Opinion
A97A0672.
DECIDED FEBRUARY 18, 1997.
Slip and fall. Bibb Superior Court. Before Judge Culpepper.
William A. Adams, Jr., for appellant.
Jones, Cork Miller, Thomas C. Alexander, for appellee.
Hazel O. Elder sued Care-More, Inc., ("Care-More") the owner and operator of the Bolingreen Nursing Center to recover for injuries allegedly sustained from a slip and fall on ice near the nursing home entrance. Elder appeals the summary judgment awarded to Care-More.

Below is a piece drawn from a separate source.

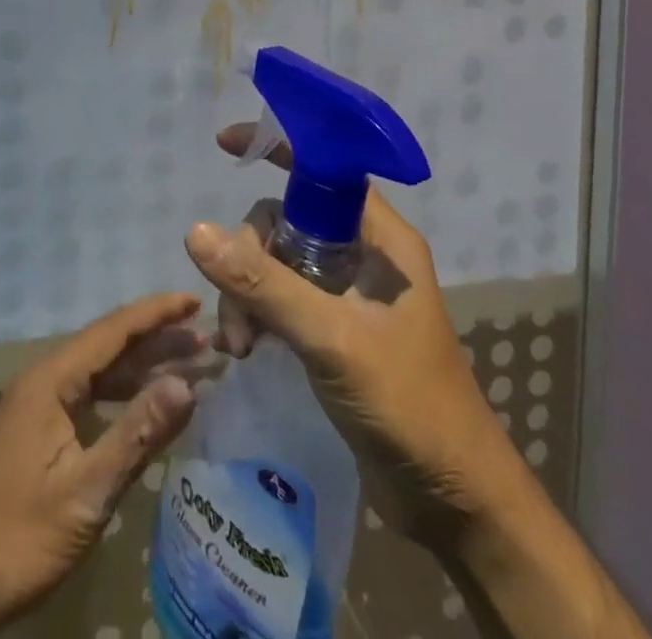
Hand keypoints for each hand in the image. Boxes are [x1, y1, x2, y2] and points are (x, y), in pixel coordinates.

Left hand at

Viewed in the light most favorable to Elder, the non-movant, the evidence was as follows. On March 13, 1993, a severe winter storm blanketed middle Georgia including the area surrounding Care-More's nursing home. As the storm front thrust through the area it left behind heavy amounts of snow and ice, downed trees, and knocked out electrical power. Because of the inclement weather, Elder was unable to visit her husband at Care-More's nursing home facility on the day of the storm. That evening, since her inside pipes had frozen and she had lost her electrical power due to downed lines, Elder had an acquaintance drive her to a relative's house. On the next afternoon, Elder and several companions decided to call on her husband. Ice and snow remained on the roads and the vehicle in which she travelled had to maneuver by keeping its tires in the "ruts" other vehicles created. Elder testified that she personally would not have dared to drive under those conditions. Elder described the winter storm as "one of the worst I've ever seen." While Elder walked through the nursing home parking lot, she noticed snow on the pavement. When Elder neared the entrance, she had to traverse an area heavily shaded by the roof of a double carport that connected to the entrance. Despite her admitted awareness that she knew that ice and snow melt slower in shade, Elder proceeded into the shade without looking down. Just as she stepped into the shaded section, Elder allegedly slipped and fell on a patch of ice. Held:
Elder asserts that summary judgment was precluded by the existence of material issues of fact as to whether Care-More had superior knowledge of the presence of ice near its entranceway and failed to take reasonable steps to protect her. We disagree.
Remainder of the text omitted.